Music preview: The Static Age

The twentysomething waitress at Red Square doesn't recognize Andrew Paley of Burlington rock band The Static Age. When he politely asks if she could turn down a speaker above the table where the group and I are sitting, she looks at him with a mixture of confusion and irritation. "We're just trying to do an interview," Paley says calmly. "Just this speaker. If you can't, it's no problem." She can't, and it isn't.

It's easy to picture a not-too-distant future in which any of Paley's requests would be instantly accommodated; he and his band could very well become the Next Big Thing. But at the moment, they aren't particularly concerned with the trappings of stardom.

Paley, 23, is the group's guitarist, singer and principal songwriter. A good-natured and goal-oriented young man, he has an easy-going personality and a friendly smile that belie his quick-thinking, politically savvy mind. His band mates aren't much different. They're a bright, hard-working lot. And their dedication has paid off in the form of national tours and a record deal, all on their own terms.
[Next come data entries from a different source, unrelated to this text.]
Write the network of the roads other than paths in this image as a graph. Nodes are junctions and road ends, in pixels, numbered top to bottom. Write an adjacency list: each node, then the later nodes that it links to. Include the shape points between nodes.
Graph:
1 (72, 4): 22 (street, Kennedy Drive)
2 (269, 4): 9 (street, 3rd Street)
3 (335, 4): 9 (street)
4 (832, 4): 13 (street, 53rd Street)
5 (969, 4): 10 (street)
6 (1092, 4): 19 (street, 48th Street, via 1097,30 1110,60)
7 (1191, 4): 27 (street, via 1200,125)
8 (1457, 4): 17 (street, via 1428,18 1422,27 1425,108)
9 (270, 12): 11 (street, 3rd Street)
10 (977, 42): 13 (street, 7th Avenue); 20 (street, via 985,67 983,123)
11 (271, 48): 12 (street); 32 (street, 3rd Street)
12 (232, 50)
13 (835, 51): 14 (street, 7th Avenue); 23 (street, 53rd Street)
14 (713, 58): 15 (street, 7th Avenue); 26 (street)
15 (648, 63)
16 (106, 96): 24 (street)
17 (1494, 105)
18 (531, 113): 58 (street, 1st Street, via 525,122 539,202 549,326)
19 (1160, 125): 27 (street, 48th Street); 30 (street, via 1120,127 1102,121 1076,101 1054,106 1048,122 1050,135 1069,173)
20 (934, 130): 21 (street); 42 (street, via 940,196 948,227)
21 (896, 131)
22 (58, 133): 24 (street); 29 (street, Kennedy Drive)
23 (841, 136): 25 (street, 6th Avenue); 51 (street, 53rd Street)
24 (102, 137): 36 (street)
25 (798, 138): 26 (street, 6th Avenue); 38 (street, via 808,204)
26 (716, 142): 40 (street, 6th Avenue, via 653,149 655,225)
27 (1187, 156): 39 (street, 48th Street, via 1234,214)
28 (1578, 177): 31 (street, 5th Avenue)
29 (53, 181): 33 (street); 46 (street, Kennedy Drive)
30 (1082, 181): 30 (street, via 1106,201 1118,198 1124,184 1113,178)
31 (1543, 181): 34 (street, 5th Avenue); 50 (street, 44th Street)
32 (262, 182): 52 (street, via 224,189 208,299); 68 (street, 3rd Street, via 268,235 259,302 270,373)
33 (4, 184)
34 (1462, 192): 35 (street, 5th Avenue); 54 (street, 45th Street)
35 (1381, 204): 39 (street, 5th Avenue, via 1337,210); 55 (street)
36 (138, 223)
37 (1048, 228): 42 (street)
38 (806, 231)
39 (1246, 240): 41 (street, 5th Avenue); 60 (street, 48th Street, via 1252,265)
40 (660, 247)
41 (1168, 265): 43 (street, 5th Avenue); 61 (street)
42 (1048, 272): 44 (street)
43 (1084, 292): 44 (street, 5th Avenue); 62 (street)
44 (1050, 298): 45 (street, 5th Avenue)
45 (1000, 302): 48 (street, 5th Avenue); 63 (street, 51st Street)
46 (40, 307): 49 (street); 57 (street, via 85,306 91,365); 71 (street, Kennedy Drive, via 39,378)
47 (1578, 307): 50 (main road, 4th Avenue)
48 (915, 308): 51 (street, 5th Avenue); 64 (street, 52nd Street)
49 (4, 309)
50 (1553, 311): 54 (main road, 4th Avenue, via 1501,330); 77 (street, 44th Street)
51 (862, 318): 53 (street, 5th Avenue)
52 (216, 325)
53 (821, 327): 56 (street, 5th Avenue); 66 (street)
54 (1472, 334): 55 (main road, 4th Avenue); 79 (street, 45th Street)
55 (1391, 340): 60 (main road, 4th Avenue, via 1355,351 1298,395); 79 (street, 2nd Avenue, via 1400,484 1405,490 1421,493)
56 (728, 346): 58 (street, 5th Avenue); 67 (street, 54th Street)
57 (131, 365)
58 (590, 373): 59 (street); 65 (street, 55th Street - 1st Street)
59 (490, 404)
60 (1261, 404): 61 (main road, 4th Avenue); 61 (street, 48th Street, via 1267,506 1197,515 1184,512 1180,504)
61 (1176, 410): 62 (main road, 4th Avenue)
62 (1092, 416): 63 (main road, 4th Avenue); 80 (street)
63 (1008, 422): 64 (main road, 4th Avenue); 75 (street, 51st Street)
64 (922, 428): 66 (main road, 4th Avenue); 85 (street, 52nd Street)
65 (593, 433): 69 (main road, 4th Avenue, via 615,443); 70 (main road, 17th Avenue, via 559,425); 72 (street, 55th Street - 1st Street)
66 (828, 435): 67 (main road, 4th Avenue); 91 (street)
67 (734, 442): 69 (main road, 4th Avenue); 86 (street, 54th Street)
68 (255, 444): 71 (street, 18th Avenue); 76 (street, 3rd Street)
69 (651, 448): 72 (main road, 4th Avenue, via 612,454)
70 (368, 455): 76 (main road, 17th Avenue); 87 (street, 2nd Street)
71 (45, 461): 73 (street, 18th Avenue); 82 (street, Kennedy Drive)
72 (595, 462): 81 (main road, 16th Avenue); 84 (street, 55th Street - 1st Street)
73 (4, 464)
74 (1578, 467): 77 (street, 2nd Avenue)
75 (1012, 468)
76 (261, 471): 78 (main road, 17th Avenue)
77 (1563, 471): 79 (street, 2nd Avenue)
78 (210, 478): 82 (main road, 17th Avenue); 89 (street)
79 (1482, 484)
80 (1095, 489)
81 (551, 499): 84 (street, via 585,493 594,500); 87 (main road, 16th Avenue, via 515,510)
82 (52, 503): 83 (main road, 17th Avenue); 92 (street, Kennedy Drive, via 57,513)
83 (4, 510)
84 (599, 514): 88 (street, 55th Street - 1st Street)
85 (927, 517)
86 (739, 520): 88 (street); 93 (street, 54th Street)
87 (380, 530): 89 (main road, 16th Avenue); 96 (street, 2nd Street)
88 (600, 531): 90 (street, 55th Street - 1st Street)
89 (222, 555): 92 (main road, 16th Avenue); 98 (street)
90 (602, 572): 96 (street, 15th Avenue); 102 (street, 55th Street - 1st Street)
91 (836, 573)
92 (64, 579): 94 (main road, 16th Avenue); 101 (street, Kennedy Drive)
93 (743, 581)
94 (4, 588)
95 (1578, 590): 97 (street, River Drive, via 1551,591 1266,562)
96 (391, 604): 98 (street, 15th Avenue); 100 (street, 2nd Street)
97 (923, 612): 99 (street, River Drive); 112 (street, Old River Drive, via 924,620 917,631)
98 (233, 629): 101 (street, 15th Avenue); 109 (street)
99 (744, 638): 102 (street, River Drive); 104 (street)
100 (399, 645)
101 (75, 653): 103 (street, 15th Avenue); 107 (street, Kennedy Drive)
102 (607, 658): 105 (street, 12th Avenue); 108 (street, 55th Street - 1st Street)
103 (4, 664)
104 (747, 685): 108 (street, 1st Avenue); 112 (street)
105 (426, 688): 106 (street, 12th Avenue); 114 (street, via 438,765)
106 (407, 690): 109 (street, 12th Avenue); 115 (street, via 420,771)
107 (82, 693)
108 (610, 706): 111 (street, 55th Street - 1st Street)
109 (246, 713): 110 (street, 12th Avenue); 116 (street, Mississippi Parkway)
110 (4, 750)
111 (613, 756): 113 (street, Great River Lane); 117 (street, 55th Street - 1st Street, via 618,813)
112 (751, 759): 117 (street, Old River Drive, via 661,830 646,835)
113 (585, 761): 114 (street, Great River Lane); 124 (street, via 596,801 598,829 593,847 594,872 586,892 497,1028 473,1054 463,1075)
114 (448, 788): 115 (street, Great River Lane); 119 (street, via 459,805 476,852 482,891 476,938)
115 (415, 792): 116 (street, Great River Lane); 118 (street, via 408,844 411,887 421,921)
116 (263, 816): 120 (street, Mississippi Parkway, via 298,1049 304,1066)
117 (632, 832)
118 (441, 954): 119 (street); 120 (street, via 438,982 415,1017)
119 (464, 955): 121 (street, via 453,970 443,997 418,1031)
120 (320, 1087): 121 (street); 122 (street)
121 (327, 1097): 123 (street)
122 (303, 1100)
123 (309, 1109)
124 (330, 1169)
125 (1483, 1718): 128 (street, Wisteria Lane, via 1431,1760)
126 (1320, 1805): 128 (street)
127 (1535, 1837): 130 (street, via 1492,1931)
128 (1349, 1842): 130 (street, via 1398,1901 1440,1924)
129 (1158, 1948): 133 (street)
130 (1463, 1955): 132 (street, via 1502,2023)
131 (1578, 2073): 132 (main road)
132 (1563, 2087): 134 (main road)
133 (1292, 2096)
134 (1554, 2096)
Paley and his bandmates -- drummer Bobby Hackney, Jr., 26, 23-year-old keyboardist Sarah-Rose Cameron and bassist Adam Meilleur, who is 24 -- represent a new generation of rock musicians. They hold fast to the ethics of punk but draw inspiration from more melodic sources, mainly '80s Great Britain. The Static Age's sophomore release Neon Nights, Electric Lives -- the first with L.A.-based label Tarantulas Records -- stands apart from other retro-obsessed acts, however. The disc showcases a maturity and subtle complexity that many young groups struggle to achieve. Atmospheric, seductive and catchy as hell, The Static Age create pop music with a dark heart.

An 18-plus release party for Neon takes place at Nectar's this week. A soundtrack to romantic alienation, the album will probably affect miserable teenagers in much the same way as groups like The Cure and The Smiths did before them, which is to say tremendously. The disc, produced by recording ace Matt Squire, is chock-full of potential singles. Strong hooks shine through on every track, particularly the sweetly melancholic "Armory."

Meilleur's commanding bass lines, such as on the muscular "Ghosts," lay the foundation for spidery guitar and ethereal keyboard figures, while Hackney's understated, in-the-pocket drumming -- evident, for example, on the driving "It Never Seems to Last" -- could make a session player twice his age consider a new career. Paley is without question a gifted singer, and there's little doubt that his songwriting skills could take the band well beyond the confines of novelty and trendiness.

Formed in 2001, The Static Age possess a confidence that comes from experience. Some of the members have been playing together since they were teens; Hackney, Meilleur and Paley spent their formative years bashing out hardcore and punk in a number of local bands around Burlington. "We've been playing together for a good eight years," Hackney proudly says of his history with Paley. Like many high school punkers before them, the founding members of The Static Age claimed Burlington's all-ages venue 242 Main as their base of operations. Bassist Meilleur still volunteers at the club.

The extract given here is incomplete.